Exercise brief: Please give the listing again in its entirety, exactly as written.
+++ Available data +++
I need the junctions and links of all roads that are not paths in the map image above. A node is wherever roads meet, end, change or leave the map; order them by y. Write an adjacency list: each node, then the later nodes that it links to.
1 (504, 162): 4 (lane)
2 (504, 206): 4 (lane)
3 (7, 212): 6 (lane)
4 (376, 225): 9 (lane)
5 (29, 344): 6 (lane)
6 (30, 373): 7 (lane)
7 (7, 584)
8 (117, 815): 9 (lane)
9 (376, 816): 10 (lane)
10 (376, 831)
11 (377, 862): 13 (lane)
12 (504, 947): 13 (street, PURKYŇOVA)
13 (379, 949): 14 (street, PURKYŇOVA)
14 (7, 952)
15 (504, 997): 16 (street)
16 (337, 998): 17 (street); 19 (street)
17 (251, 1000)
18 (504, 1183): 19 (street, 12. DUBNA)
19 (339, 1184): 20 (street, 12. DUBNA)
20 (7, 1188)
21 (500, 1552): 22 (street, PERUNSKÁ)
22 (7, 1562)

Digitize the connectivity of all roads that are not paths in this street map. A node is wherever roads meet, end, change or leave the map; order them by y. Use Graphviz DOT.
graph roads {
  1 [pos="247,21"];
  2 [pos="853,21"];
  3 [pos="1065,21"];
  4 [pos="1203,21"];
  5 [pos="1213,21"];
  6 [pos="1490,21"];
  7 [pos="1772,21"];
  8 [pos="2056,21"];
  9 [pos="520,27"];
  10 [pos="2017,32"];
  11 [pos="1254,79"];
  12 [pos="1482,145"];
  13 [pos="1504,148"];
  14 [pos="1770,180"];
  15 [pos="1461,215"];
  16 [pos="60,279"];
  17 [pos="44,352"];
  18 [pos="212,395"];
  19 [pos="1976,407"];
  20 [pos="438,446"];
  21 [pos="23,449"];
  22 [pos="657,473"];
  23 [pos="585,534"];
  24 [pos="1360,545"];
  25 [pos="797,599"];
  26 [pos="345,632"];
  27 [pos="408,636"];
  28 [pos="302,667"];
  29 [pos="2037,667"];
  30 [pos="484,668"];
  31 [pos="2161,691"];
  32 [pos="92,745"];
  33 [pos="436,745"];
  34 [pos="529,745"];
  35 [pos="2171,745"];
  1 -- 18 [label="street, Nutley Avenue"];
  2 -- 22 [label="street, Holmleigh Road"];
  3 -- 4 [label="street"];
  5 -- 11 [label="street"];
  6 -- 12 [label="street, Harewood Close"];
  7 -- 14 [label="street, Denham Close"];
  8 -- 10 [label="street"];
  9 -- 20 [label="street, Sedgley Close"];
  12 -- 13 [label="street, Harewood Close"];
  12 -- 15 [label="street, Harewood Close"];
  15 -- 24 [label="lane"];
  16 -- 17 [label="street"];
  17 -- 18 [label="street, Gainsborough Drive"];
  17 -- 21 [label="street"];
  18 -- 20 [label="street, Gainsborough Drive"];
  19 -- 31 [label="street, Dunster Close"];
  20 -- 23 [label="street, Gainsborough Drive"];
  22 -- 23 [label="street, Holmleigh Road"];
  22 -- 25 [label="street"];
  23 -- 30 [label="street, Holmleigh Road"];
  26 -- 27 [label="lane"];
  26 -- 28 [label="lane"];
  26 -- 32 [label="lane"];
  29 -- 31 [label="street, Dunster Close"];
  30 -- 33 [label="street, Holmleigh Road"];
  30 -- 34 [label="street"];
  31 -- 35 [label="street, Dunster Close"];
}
+++
Response box:
I need the junctions and links of all roads that are not paths in the map image above. A node is wherever roads meet, end, change or leave the map; order them by y. Write an adjacency list: each node, then the later nodes that it links to.
1 (504, 162): 4 (lane)
2 (504, 206): 4 (lane)
3 (7, 212): 6 (lane)
4 (376, 225): 9 (lane)
5 (29, 344): 6 (lane)
6 (30, 373): 7 (lane)
7 (7, 584)
8 (117, 815): 9 (lane)
9 (376, 816): 10 (lane)
10 (376, 831)
11 (377, 862): 13 (lane)
12 (504, 947): 13 (street, PURKYŇOVA)
13 (379, 949): 14 (street, PURKYŇOVA)
14 (7, 952)
15 (504, 997): 16 (street)
16 (337, 998): 17 (street); 19 (street)
17 (251, 1000)
18 (504, 1183): 19 (street, 12. DUBNA)
19 (339, 1184): 20 (street, 12. DUBNA)
20 (7, 1188)
21 (500, 1552): 22 (street, PERUNSKÁ)
22 (7, 1562)

Digitize the connectivity of all roads that are not paths in this street map. A node is wherever roads meet, end, change or leave the map; order them by y. Use Graphviz DOT.
graph roads {
  1 [pos="247,21"];
  2 [pos="853,21"];
  3 [pos="1065,21"];
  4 [pos="1203,21"];
  5 [pos="1213,21"];
  6 [pos="1490,21"];
  7 [pos="1772,21"];
  8 [pos="2056,21"];
  9 [pos="520,27"];
  10 [pos="2017,32"];
  11 [pos="1254,79"];
  12 [pos="1482,145"];
  13 [pos="1504,148"];
  14 [pos="1770,180"];
  15 [pos="1461,215"];
  16 [pos="60,279"];
  17 [pos="44,352"];
  18 [pos="212,395"];
  19 [pos="1976,407"];
  20 [pos="438,446"];
  21 [pos="23,449"];
  22 [pos="657,473"];
  23 [pos="585,534"];
  24 [pos="1360,545"];
  25 [pos="797,599"];
  26 [pos="345,632"];
  27 [pos="408,636"];
  28 [pos="302,667"];
  29 [pos="2037,667"];
  30 [pos="484,668"];
  31 [pos="2161,691"];
  32 [pos="92,745"];
  33 [pos="436,745"];
  34 [pos="529,745"];
  35 [pos="2171,745"];
  1 -- 18 [label="street, Nutley Avenue"];
  2 -- 22 [label="street, Holmleigh Road"];
  3 -- 4 [label="street"];
  5 -- 11 [label="street"];
  6 -- 12 [label="street, Harewood Close"];
  7 -- 14 [label="street, Denham Close"];
  8 -- 10 [label="street"];
  9 -- 20 [label="street, Sedgley Close"];
  12 -- 13 [label="street, Harewood Close"];
  12 -- 15 [label="street, Harewood Close"];
  15 -- 24 [label="lane"];
  16 -- 17 [label="street"];
  17 -- 18 [label="street, Gainsborough Drive"];
  17 -- 21 [label="street"];
  18 -- 20 [label="street, Gainsborough Drive"];
  19 -- 31 [label="street, Dunster Close"];
  20 -- 23 [label="street, Gainsborough Drive"];
  22 -- 23 [label="street, Holmleigh Road"];
  22 -- 25 [label="street"];
  23 -- 30 [label="street, Holmleigh Road"];
  26 -- 27 [label="lane"];
  26 -- 28 [label="lane"];
  26 -- 32 [label="lane"];
  29 -- 31 [label="street, Dunster Close"];
  30 -- 33 [label="street, Holmleigh Road"];
  30 -- 34 [label="street"];
  31 -- 35 [label="street, Dunster Close"];
}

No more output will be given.